*** Opening of PROVIDED INFORMATION ***

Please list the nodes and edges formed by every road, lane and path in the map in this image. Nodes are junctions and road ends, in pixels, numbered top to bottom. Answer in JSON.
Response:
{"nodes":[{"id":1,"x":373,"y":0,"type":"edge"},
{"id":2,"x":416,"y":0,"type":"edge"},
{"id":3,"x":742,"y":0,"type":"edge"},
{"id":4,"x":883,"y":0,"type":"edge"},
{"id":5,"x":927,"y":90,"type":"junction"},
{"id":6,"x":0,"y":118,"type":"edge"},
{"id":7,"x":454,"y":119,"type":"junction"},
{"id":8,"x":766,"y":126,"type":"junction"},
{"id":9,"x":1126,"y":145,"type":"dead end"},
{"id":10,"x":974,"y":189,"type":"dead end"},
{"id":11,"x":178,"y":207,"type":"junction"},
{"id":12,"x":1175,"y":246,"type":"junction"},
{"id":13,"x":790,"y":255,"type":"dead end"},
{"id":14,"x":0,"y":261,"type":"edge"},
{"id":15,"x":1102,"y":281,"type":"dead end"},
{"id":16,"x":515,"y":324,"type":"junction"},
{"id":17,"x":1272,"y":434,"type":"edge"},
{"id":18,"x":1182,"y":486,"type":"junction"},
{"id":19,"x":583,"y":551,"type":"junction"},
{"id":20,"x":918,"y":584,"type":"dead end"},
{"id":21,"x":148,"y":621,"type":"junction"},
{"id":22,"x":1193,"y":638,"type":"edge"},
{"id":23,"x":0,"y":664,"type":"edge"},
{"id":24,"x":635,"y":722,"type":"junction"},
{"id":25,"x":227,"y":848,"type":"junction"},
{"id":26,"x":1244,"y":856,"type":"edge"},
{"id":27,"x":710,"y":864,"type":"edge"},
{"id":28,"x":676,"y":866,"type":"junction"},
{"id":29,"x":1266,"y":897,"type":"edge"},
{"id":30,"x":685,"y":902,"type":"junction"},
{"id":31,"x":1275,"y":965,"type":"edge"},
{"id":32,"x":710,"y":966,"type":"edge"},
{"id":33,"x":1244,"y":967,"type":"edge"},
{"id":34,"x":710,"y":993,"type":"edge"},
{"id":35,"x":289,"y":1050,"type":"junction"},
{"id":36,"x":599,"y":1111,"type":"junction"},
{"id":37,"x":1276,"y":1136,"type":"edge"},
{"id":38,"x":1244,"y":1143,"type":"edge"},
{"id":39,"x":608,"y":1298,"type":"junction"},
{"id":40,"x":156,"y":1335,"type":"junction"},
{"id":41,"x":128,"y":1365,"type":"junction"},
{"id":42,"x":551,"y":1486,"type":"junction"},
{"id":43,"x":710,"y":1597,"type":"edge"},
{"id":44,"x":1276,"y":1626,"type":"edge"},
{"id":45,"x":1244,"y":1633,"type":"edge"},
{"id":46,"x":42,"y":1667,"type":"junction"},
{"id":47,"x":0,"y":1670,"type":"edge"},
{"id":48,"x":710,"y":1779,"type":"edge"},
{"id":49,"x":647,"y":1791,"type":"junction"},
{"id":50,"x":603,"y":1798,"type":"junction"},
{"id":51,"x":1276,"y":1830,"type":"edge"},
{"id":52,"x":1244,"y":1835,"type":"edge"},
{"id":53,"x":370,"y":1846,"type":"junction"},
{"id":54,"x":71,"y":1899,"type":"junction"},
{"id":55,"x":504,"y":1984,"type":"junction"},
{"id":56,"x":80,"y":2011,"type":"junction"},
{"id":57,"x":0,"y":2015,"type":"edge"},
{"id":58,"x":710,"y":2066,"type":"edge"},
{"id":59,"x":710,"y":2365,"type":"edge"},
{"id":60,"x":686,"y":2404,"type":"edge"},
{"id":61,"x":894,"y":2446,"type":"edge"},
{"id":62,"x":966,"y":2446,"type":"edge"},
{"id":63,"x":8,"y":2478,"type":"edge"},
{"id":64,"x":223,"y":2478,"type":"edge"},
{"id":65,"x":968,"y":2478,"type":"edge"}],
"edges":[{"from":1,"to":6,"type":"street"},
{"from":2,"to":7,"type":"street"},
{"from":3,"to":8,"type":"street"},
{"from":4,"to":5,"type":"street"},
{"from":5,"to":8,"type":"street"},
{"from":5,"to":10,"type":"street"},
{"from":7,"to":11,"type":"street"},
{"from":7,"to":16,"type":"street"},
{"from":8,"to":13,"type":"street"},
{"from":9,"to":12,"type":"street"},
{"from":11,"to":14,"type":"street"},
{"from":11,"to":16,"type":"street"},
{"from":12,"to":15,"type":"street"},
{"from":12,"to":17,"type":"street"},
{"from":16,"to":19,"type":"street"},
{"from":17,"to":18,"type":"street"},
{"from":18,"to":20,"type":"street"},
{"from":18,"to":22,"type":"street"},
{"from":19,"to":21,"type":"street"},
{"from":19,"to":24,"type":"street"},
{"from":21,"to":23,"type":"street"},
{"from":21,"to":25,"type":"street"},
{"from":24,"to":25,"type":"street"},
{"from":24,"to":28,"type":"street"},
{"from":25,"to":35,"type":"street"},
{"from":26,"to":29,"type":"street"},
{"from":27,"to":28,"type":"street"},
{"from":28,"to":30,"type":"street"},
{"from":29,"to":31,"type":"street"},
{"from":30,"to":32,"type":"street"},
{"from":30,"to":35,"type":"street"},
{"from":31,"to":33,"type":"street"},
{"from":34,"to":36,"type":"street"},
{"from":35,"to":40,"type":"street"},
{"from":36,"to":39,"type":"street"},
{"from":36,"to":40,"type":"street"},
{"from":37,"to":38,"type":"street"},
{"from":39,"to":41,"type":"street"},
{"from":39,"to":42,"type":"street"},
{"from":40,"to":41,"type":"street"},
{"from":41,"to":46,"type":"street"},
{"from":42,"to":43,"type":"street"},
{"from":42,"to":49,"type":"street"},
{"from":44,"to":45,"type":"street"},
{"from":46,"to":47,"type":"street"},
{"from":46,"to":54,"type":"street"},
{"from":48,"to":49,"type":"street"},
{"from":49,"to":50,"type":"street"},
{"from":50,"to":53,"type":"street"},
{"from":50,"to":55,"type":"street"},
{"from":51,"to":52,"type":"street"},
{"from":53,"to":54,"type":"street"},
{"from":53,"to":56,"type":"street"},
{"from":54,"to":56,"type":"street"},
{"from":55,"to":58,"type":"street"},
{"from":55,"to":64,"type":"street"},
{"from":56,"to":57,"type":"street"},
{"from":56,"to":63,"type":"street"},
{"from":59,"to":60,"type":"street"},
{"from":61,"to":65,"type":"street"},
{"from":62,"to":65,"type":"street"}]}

*** Close of PROVIDED INFORMATION ***

#### PROBLEM:
Show all lines above that contain "edges".

#### SOLVED PROBLEM:
Please list the nodes and edges formed by every road, lane and path in the map in this image. Nodes are junctions and road ends, in pixels, numbered top to bottom. Answer in JSON.
"edges":[{"from":1,"to":6,"type":"street"},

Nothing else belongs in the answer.